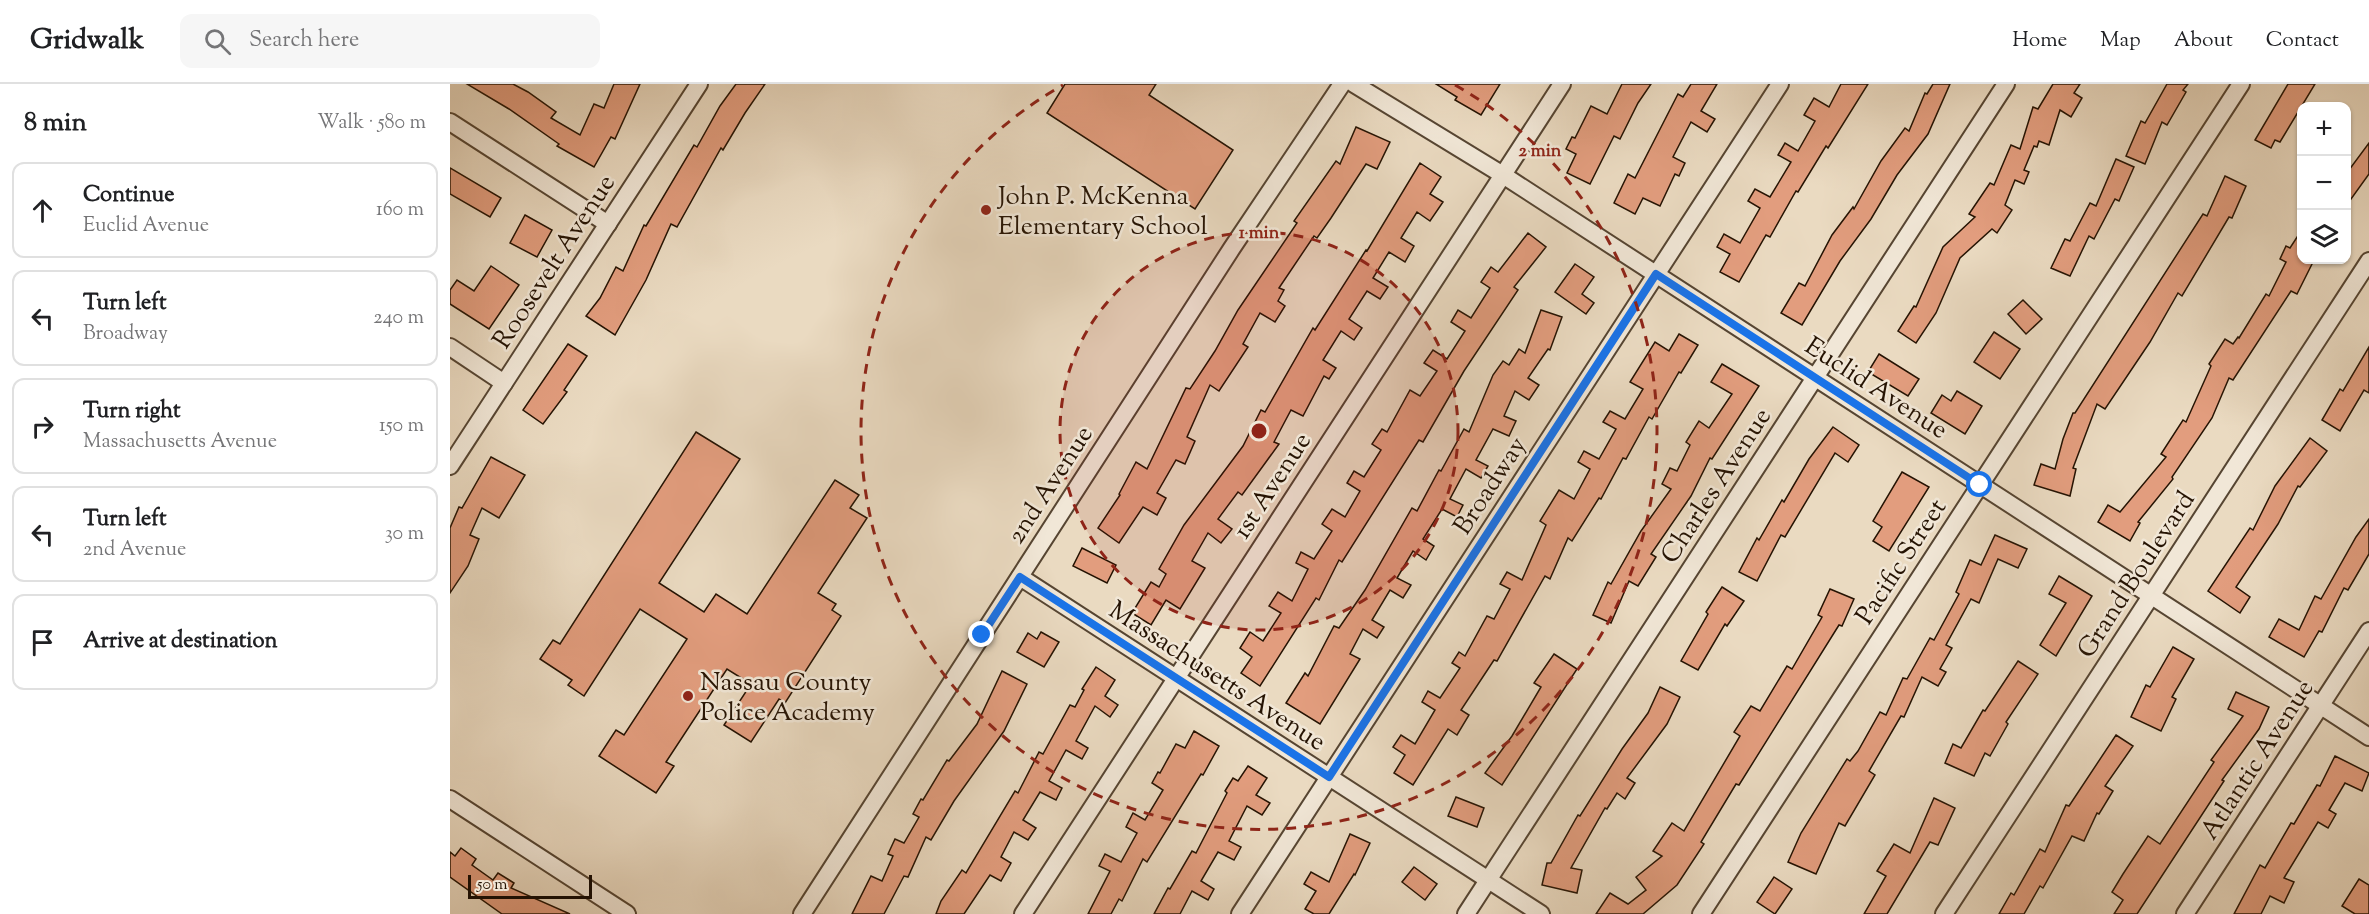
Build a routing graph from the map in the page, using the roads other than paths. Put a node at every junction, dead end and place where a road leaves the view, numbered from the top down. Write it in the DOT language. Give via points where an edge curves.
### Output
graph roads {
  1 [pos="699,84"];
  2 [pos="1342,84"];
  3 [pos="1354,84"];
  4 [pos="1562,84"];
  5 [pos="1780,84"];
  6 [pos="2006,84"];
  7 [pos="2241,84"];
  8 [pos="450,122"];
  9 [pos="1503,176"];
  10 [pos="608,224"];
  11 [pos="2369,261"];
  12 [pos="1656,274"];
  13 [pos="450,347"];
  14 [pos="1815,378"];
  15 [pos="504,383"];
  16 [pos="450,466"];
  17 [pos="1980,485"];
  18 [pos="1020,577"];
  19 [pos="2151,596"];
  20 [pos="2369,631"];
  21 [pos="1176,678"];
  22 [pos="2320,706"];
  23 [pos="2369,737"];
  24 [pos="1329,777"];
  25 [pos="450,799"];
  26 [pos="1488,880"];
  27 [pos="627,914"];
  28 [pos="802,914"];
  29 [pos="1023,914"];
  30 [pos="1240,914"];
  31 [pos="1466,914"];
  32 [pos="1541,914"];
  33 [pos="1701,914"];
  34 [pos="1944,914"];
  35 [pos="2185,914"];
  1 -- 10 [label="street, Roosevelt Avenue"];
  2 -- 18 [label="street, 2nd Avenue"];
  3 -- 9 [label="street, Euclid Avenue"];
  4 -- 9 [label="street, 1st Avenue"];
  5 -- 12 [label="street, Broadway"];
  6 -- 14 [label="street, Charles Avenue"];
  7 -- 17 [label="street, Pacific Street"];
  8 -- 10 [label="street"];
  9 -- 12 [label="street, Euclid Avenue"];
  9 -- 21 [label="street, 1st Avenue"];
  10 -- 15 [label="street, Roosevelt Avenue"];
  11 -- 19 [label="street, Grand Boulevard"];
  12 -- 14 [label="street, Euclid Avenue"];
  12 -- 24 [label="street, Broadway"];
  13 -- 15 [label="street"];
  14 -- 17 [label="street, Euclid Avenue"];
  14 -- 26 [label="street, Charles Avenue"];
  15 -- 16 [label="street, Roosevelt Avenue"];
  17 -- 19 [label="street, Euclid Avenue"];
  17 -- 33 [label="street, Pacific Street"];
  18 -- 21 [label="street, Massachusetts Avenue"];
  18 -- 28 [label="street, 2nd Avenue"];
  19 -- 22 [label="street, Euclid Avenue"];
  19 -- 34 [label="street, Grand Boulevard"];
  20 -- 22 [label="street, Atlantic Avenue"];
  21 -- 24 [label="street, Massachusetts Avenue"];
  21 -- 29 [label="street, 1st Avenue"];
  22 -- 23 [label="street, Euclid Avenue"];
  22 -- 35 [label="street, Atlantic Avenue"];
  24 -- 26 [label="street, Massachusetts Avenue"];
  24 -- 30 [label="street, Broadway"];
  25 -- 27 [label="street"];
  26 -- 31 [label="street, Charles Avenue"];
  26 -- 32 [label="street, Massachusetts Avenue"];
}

# [EXERCISE BRIEF]
Give the data again exactly as written, with all pictures left out.

# [SOLUTION FOR THIS PROBLEM]
Build a routing graph from the map in the page, using the roads other than paths. Put a node at every junction, dead end and place where a road leaves the view, numbered from the top down. Write it in the DOT language. Give via points where an edge curves.
### Output
graph roads {
  1 [pos="699,84"];
  2 [pos="1342,84"];
  3 [pos="1354,84"];
  4 [pos="1562,84"];
  5 [pos="1780,84"];
  6 [pos="2006,84"];
  7 [pos="2241,84"];
  8 [pos="450,122"];
  9 [pos="1503,176"];
  10 [pos="608,224"];
  11 [pos="2369,261"];
  12 [pos="1656,274"];
  13 [pos="450,347"];
  14 [pos="1815,378"];
  15 [pos="504,383"];
  16 [pos="450,466"];
  17 [pos="1980,485"];
  18 [pos="1020,577"];
  19 [pos="2151,596"];
  20 [pos="2369,631"];
  21 [pos="1176,678"];
  22 [pos="2320,706"];
  23 [pos="2369,737"];
  24 [pos="1329,777"];
  25 [pos="450,799"];
  26 [pos="1488,880"];
  27 [pos="627,914"];
  28 [pos="802,914"];
  29 [pos="1023,914"];
  30 [pos="1240,914"];
  31 [pos="1466,914"];
  32 [pos="1541,914"];
  33 [pos="1701,914"];
  34 [pos="1944,914"];
  35 [pos="2185,914"];
  1 -- 10 [label="street, Roosevelt Avenue"];
  2 -- 18 [label="street, 2nd Avenue"];
  3 -- 9 [label="street, Euclid Avenue"];
  4 -- 9 [label="street, 1st Avenue"];
  5 -- 12 [label="street, Broadway"];
  6 -- 14 [label="street, Charles Avenue"];
  7 -- 17 [label="street, Pacific Street"];
  8 -- 10 [label="street"];
  9 -- 12 [label="street, Euclid Avenue"];
  9 -- 21 [label="street, 1st Avenue"];
  10 -- 15 [label="street, Roosevelt Avenue"];
  11 -- 19 [label="street, Grand Boulevard"];
  12 -- 14 [label="street, Euclid Avenue"];
  12 -- 24 [label="street, Broadway"];
  13 -- 15 [label="street"];
  14 -- 17 [label="street, Euclid Avenue"];
  14 -- 26 [label="street, Charles Avenue"];
  15 -- 16 [label="street, Roosevelt Avenue"];
  17 -- 19 [label="street, Euclid Avenue"];
  17 -- 33 [label="street, Pacific Street"];
  18 -- 21 [label="street, Massachusetts Avenue"];
  18 -- 28 [label="street, 2nd Avenue"];
  19 -- 22 [label="street, Euclid Avenue"];
  19 -- 34 [label="street, Grand Boulevard"];
  20 -- 22 [label="street, Atlantic Avenue"];
  21 -- 24 [label="street, Massachusetts Avenue"];
  21 -- 29 [label="street, 1st Avenue"];
  22 -- 23 [label="street, Euclid Avenue"];
  22 -- 35 [label="street, Atlantic Avenue"];
  24 -- 26 [label="street, Massachusetts Avenue"];
  24 -- 30 [label="street, Broadway"];
  25 -- 27 [label="street"];
  26 -- 31 [label="street, Charles Avenue"];
  26 -- 32 [label="street, Massachusetts Avenue"];
}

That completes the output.